■ **What you need to do**: Your result should be the lines holding the word "Heisterkampstraße", copied from the entries below.

■ **Stored data entries**:
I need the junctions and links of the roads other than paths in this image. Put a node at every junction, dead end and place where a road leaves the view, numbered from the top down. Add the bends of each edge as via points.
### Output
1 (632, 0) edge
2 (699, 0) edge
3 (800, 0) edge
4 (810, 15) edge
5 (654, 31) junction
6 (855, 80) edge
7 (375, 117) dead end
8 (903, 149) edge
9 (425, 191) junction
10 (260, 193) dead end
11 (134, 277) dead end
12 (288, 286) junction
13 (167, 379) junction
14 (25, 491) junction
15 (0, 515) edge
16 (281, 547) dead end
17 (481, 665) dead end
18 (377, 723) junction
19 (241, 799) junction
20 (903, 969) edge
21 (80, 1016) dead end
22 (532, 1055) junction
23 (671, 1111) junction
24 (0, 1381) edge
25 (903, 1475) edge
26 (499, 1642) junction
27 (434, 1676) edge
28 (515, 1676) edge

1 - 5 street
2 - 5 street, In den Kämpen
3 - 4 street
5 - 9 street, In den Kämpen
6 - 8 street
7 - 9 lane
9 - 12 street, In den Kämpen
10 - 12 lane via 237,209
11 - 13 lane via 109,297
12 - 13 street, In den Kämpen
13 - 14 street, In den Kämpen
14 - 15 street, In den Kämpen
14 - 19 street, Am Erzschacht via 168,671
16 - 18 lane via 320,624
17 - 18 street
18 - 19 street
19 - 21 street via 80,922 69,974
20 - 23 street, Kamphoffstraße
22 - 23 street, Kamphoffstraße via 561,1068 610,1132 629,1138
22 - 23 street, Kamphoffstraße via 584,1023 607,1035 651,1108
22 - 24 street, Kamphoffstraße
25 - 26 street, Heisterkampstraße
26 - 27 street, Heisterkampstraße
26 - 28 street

■ **Answer to the exercise**:
25 - 26 street, Heisterkampstraße
26 - 27 street, Heisterkampstraße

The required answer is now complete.